## TASK TO COMPLETE
The lines you need are those holding the word "Schützenstraße"; pull them from the material.

## EXERCISE INPUTS
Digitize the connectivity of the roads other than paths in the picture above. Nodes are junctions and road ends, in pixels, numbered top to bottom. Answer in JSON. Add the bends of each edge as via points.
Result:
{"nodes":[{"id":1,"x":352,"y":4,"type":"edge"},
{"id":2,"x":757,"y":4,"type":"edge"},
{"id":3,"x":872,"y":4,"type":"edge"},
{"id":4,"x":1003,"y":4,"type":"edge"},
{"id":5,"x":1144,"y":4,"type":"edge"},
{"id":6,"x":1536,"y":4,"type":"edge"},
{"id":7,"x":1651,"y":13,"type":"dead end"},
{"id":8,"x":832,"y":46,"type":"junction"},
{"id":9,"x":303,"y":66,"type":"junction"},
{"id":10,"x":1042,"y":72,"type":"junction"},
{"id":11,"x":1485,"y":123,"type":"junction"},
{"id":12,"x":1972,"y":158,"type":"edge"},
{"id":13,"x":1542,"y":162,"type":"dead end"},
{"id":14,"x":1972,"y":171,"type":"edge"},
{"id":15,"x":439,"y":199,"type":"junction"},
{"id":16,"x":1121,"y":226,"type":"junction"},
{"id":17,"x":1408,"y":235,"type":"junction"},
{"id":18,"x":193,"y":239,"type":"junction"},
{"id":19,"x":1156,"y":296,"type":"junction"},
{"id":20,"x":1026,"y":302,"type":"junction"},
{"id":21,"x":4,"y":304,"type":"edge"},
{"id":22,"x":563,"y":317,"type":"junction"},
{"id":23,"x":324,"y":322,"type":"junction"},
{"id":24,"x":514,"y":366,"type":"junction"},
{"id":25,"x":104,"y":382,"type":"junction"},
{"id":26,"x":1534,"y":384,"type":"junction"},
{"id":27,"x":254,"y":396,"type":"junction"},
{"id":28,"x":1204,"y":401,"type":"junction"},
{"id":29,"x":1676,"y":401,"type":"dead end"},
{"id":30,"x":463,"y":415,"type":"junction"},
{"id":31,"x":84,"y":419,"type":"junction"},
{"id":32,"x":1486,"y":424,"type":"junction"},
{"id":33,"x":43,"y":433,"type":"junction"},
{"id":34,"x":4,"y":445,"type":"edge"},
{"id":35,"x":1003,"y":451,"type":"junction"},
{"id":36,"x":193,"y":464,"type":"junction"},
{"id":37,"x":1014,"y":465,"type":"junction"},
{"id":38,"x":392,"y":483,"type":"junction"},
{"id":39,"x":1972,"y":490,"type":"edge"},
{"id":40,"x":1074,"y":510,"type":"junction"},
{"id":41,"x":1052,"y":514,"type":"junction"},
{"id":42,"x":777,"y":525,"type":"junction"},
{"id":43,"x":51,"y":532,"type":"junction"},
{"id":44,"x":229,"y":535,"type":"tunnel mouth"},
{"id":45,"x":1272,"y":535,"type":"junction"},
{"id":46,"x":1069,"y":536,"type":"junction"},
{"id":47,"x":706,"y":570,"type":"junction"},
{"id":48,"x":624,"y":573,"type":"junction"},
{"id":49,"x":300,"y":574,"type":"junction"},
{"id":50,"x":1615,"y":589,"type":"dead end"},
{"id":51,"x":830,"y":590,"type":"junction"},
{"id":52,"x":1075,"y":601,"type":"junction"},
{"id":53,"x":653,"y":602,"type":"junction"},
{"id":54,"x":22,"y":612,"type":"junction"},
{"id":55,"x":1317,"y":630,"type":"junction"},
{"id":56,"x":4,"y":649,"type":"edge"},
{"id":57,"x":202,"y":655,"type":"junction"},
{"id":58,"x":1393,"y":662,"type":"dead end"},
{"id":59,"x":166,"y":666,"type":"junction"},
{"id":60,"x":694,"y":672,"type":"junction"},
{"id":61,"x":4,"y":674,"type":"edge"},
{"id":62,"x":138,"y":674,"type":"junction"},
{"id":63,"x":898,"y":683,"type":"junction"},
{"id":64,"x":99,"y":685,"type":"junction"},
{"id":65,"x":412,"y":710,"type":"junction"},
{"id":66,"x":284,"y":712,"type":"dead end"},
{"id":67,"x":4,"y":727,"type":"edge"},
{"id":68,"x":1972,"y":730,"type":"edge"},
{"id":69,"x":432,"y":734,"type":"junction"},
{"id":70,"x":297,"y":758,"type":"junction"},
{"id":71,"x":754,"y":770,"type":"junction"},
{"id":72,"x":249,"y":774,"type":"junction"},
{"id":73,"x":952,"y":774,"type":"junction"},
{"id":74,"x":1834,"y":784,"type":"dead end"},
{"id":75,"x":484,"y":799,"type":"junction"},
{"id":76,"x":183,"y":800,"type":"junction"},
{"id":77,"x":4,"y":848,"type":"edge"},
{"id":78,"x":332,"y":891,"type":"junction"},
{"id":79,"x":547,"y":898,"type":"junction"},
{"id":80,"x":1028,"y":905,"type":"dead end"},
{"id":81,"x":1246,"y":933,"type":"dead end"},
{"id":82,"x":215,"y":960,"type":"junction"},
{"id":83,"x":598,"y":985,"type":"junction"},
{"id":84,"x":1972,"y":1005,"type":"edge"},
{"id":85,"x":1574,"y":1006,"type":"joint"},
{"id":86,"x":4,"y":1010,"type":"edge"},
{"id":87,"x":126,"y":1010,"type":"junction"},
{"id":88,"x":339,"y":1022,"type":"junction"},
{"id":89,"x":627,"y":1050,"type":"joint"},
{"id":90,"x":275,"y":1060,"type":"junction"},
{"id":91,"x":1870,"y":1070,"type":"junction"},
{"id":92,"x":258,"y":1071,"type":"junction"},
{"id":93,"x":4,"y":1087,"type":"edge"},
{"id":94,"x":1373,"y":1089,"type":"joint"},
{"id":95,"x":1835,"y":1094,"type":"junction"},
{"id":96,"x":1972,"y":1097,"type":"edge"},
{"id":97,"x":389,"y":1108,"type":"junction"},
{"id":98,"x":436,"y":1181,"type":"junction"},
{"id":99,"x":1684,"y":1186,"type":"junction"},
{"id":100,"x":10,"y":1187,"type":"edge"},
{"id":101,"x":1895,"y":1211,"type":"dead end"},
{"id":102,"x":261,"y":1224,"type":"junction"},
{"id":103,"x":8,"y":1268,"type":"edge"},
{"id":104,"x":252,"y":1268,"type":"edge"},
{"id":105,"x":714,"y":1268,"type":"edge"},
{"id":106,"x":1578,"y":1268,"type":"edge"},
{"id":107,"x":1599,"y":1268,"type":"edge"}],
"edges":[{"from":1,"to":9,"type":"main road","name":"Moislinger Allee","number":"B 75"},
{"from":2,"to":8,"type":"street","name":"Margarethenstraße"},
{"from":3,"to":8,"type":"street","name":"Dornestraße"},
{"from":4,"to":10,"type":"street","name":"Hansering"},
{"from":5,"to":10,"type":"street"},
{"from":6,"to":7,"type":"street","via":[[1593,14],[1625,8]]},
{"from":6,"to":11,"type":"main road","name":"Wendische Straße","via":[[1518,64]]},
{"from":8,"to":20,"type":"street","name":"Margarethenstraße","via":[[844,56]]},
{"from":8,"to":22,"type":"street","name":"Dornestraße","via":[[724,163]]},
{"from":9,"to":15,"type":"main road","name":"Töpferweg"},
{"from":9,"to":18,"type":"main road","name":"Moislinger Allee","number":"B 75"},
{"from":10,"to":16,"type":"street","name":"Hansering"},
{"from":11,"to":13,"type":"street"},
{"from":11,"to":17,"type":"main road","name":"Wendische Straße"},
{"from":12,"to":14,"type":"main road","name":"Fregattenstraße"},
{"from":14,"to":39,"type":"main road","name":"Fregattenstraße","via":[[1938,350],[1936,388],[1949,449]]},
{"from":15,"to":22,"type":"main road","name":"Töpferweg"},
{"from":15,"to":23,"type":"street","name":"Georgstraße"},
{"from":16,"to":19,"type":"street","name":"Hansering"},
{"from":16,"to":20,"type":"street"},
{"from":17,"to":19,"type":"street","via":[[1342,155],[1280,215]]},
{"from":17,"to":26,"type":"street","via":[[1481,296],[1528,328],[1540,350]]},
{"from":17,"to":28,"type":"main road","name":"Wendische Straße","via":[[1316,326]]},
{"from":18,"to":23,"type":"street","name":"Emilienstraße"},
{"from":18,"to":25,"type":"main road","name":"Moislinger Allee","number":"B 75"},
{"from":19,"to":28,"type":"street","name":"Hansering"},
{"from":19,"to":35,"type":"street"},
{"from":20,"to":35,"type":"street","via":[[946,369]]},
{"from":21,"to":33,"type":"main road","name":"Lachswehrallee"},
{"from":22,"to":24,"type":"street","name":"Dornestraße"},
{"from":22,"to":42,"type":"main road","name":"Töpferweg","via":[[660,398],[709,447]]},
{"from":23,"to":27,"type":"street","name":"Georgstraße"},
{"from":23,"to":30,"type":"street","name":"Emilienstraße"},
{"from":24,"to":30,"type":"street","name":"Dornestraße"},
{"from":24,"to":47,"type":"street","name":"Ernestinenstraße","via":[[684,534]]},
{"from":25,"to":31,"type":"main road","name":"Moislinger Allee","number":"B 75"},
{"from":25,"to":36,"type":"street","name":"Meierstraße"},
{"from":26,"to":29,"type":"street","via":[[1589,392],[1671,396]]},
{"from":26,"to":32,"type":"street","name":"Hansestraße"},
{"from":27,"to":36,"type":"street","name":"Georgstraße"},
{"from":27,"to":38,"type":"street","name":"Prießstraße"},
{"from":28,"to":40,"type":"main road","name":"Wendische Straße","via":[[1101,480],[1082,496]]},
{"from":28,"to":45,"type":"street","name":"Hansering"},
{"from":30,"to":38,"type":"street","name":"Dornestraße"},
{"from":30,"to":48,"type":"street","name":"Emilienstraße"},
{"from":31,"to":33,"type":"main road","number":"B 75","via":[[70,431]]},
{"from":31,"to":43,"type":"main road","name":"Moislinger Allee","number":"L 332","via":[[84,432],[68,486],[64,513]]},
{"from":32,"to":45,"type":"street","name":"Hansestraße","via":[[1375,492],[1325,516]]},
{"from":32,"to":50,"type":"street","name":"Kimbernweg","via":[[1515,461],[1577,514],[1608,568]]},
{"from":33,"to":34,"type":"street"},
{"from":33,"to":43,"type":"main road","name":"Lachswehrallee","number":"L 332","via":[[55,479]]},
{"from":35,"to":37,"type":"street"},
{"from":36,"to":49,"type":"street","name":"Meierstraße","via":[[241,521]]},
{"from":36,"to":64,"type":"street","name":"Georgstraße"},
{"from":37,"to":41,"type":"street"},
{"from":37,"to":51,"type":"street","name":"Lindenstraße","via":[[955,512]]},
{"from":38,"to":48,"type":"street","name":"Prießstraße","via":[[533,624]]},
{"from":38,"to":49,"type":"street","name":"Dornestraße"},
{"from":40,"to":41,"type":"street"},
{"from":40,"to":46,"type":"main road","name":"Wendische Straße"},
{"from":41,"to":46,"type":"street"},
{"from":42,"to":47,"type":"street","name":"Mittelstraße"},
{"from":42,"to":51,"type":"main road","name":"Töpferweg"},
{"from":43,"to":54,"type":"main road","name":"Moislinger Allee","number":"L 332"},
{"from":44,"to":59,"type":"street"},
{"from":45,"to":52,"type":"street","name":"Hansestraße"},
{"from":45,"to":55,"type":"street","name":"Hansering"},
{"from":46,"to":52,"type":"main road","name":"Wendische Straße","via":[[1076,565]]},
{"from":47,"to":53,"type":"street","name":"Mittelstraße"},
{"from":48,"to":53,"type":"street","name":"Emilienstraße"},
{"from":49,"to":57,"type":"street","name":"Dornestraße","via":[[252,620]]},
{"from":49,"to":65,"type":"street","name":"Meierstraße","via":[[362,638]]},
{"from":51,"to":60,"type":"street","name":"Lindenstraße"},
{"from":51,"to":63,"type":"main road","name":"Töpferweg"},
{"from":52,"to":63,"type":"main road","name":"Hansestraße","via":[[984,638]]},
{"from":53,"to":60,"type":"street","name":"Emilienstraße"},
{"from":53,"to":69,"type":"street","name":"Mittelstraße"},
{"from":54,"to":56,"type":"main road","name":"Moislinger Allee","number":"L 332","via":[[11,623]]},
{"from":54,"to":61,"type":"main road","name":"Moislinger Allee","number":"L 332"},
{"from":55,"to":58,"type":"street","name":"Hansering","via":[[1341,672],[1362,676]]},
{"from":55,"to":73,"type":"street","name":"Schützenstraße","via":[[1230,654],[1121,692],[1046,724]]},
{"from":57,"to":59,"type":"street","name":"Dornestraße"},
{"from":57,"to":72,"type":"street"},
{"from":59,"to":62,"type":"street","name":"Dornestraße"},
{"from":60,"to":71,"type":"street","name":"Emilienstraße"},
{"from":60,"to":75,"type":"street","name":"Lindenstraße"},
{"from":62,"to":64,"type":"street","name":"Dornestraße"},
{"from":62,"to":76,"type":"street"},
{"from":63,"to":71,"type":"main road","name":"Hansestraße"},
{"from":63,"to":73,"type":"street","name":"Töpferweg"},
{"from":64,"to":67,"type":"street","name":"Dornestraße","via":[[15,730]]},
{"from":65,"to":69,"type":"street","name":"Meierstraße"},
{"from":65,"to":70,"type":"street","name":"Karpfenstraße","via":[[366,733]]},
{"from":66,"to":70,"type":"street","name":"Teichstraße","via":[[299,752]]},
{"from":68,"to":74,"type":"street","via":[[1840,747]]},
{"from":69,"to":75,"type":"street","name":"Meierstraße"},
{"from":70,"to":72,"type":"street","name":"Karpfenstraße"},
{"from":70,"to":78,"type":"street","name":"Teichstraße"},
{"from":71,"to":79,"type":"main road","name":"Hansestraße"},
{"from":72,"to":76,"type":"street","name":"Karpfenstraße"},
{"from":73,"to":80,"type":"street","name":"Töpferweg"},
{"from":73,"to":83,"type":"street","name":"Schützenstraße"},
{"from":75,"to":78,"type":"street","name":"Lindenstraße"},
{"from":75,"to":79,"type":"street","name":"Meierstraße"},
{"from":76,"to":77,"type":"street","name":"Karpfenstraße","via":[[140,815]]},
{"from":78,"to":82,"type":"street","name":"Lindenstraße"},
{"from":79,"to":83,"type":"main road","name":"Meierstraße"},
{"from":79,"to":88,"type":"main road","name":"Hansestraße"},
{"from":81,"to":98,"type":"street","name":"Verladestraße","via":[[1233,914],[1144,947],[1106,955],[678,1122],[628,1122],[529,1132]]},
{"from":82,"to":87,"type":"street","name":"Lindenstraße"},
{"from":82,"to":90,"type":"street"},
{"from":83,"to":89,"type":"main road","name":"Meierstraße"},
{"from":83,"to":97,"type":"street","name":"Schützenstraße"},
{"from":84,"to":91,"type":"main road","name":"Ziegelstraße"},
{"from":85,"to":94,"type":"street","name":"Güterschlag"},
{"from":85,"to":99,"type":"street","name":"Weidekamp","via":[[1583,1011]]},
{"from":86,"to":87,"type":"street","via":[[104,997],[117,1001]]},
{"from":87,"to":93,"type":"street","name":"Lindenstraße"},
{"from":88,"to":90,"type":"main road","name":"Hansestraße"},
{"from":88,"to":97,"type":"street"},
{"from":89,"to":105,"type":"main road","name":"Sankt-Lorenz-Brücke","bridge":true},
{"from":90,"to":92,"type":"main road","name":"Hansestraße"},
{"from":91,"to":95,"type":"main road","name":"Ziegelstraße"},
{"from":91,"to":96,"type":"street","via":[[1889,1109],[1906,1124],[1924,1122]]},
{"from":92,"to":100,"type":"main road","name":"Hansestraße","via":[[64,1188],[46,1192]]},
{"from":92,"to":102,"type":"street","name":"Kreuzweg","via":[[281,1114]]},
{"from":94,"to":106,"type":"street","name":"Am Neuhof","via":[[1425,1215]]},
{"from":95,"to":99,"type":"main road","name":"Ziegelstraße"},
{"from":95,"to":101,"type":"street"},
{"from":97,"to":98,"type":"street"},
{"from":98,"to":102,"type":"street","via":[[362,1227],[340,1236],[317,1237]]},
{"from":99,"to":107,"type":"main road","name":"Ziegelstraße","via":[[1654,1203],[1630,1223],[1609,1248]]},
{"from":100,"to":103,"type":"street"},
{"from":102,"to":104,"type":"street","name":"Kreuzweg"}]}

## RESPONSE
{"from":55,"to":73,"type":"street","name":"Schützenstraße","via":[[1230,654],[1121,692],[1046,724]]},
{"from":73,"to":83,"type":"street","name":"Schützenstraße"},
{"from":83,"to":97,"type":"street","name":"Schützenstraße"},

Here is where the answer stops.